*** Opening Information supplied ***
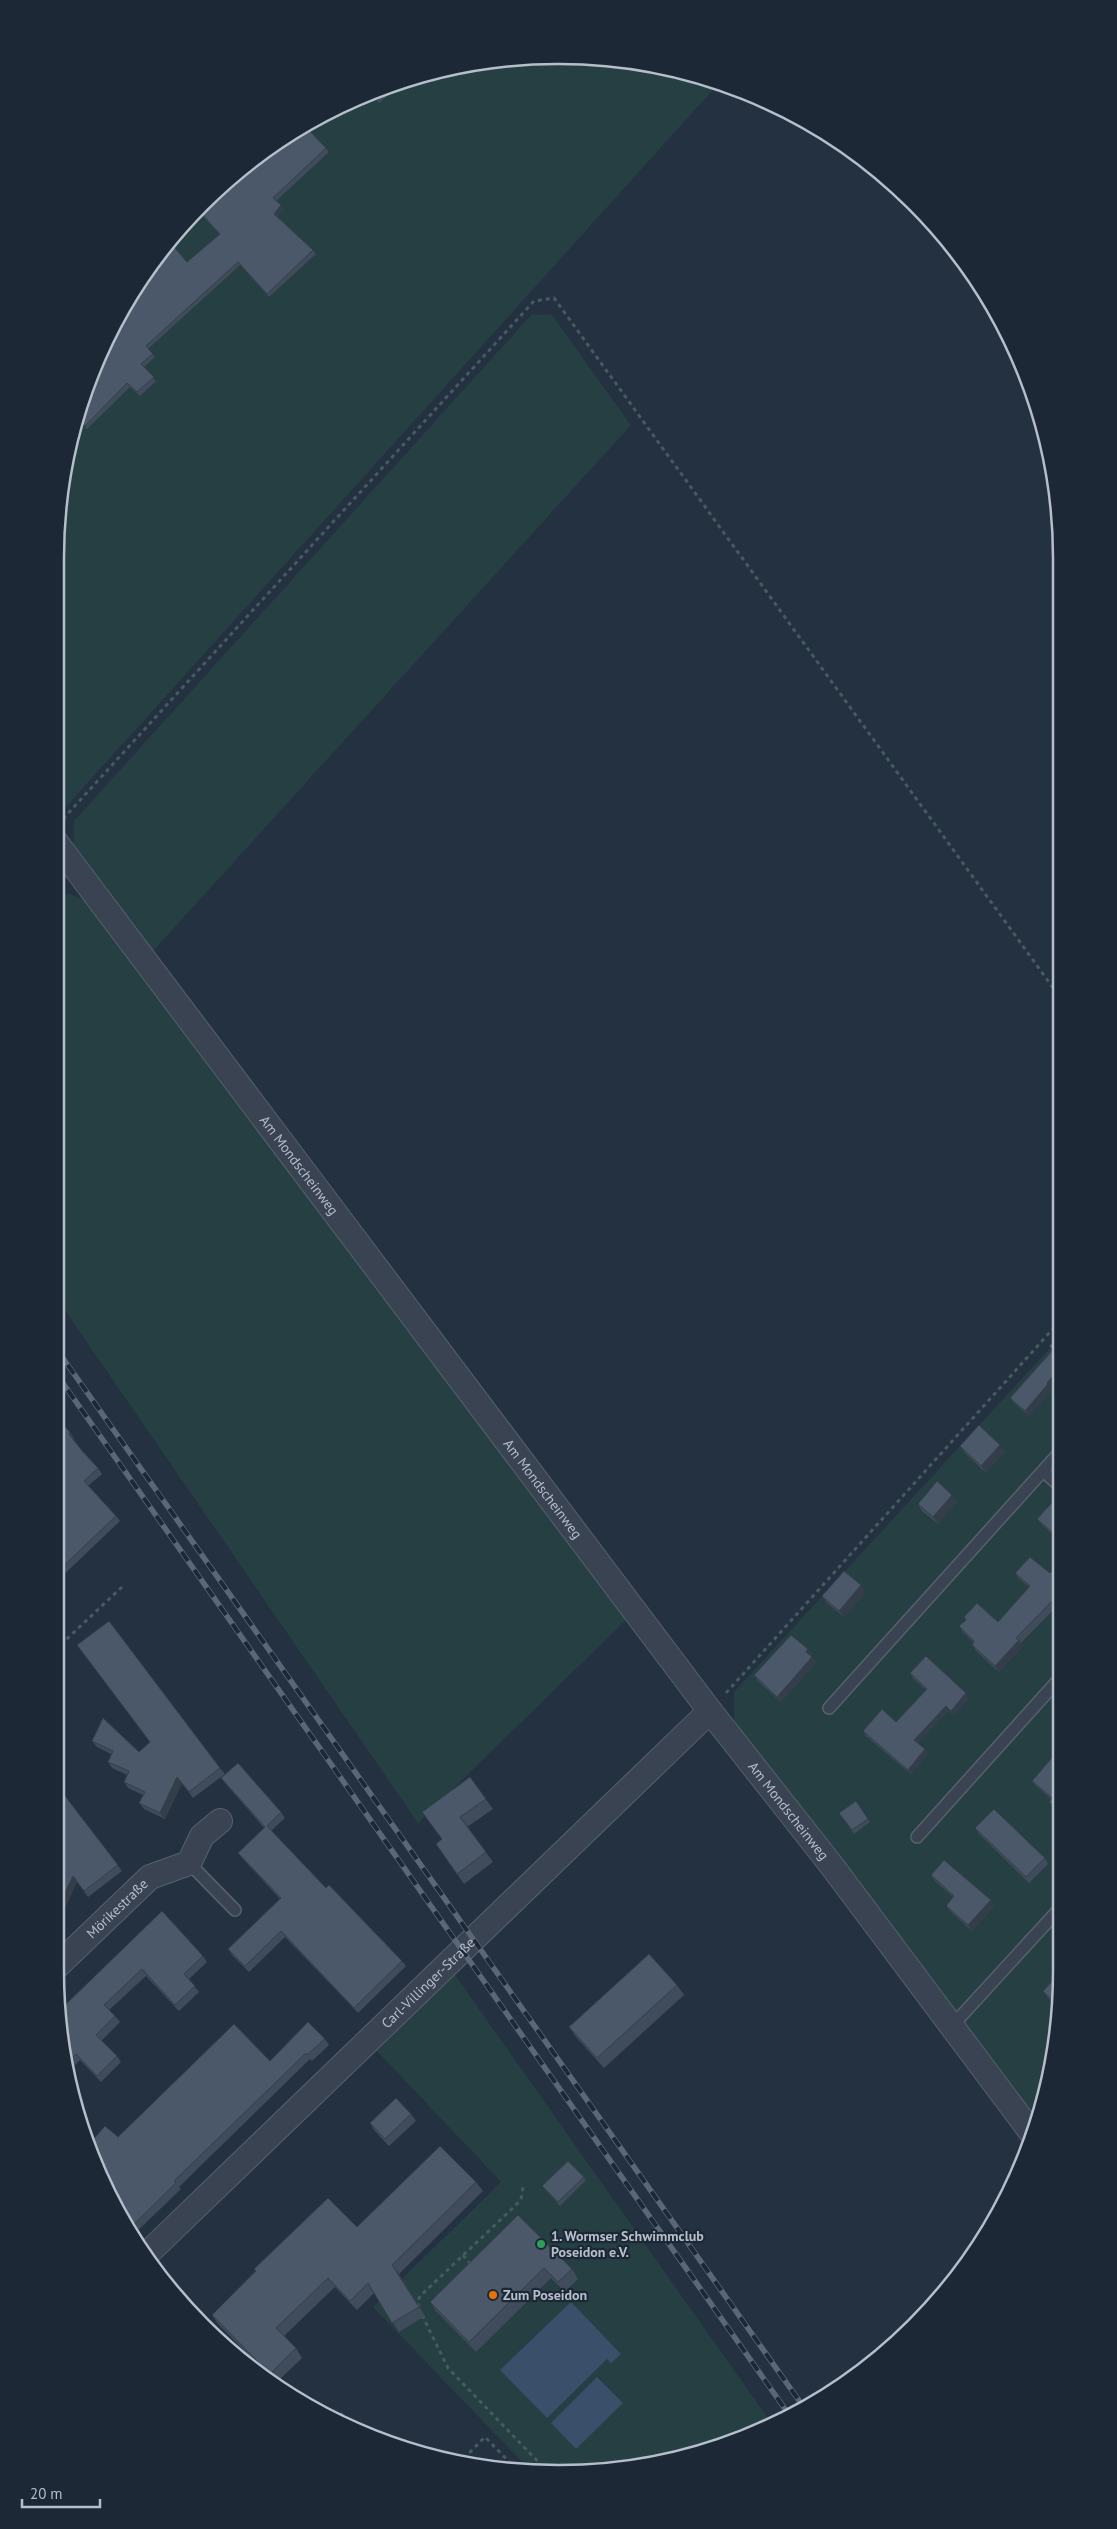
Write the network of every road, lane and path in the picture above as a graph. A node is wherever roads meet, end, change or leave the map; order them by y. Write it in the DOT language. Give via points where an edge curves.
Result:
graph roads {
  1 [pos="64,824"];
  2 [pos="64,839"];
  3 [pos="1053,988"];
  4 [pos="1053,1329"];
  5 [pos="1053,1460"];
  6 [pos="1043,1471"];
  7 [pos="1053,1480"];
  8 [pos="122,1587"];
  9 [pos="64,1642"];
  10 [pos="1053,1686"];
  11 [pos="829,1708"];
  12 [pos="710,1711"];
  13 [pos="220,1821"];
  14 [pos="917,1837"];
  15 [pos="189,1863"];
  16 [pos="236,1910"];
  17 [pos="1053,1916"];
  18 [pos="64,1959"];
  19 [pos="952,2026"];
  20 [pos="1028,2128"];
  21 [pos="523,2187"];
  22 [pos="151,2250"];
  23 [pos="463,2255"];
  24 [pos="477,2271"];
  25 [pos="465,2457"];
  26 [pos="509,2462"];
  27 [pos="541,2464"];
  1 -- 3 [label="path" via="534,301 554,298"];
  2 -- 12 [label="street, Am Mondscheinweg"];
  4 -- 12 [label="path"];
  5 -- 6 [label="lane"];
  6 -- 7 [label="lane"];
  6 -- 11 [label="lane"];
  8 -- 9 [label="path"];
  10 -- 14 [label="lane"];
  12 -- 19 [label="street, Am Mondscheinweg"];
  12 -- 22 [label="street, Carl-Villinger-Straße" via="381,2036"];
  13 -- 15 [label="street" via="202,1836"];
  15 -- 16 [label="lane"];
  15 -- 18 [label="street, Mörikestraße" via="150,1877"];
  17 -- 19 [label="lane"];
  19 -- 20 [label="street, Am Mondscheinweg"];
  21 -- 23 [label="path" via="515,2206"];
  23 -- 24 [label="path"];
  23 -- 27 [label="path" via="420,2296 417,2303 448,2368"];
  25 -- 26 [label="path" via="485,2437"];
}
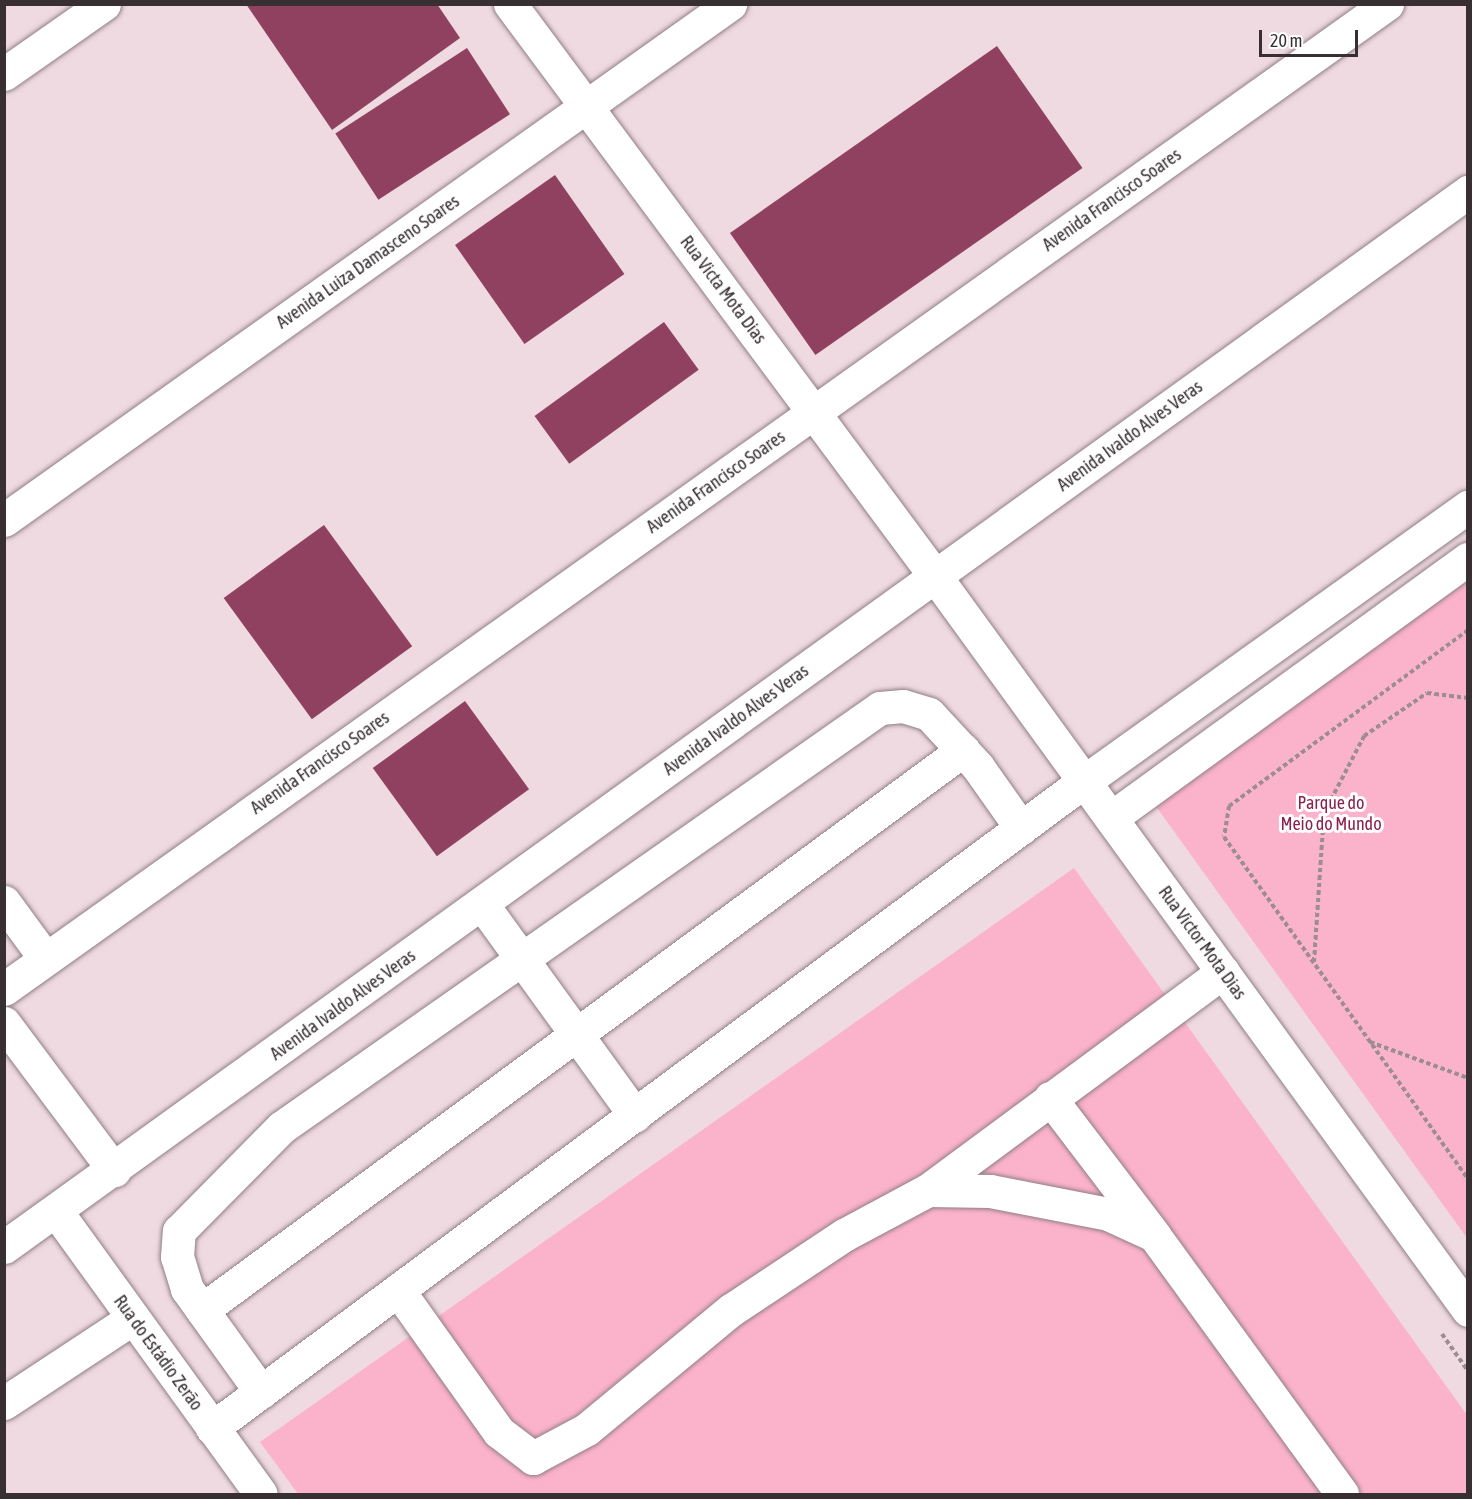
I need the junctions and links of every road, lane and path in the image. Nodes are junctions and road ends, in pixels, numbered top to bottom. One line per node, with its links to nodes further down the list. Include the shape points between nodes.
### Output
*** Closing Information supplied ***
What you need to do ▸ Return exactly the lines from the one containing "I need the junctions" to the last line of the data, and nothing more.

Solved exercise ▸
I need the junctions and links of every road, lane and path in the image. Nodes are junctions and road ends, in pixels, numbered top to bottom. One line per node, with its links to nodes further down the list. Include the shape points between nodes.
### Output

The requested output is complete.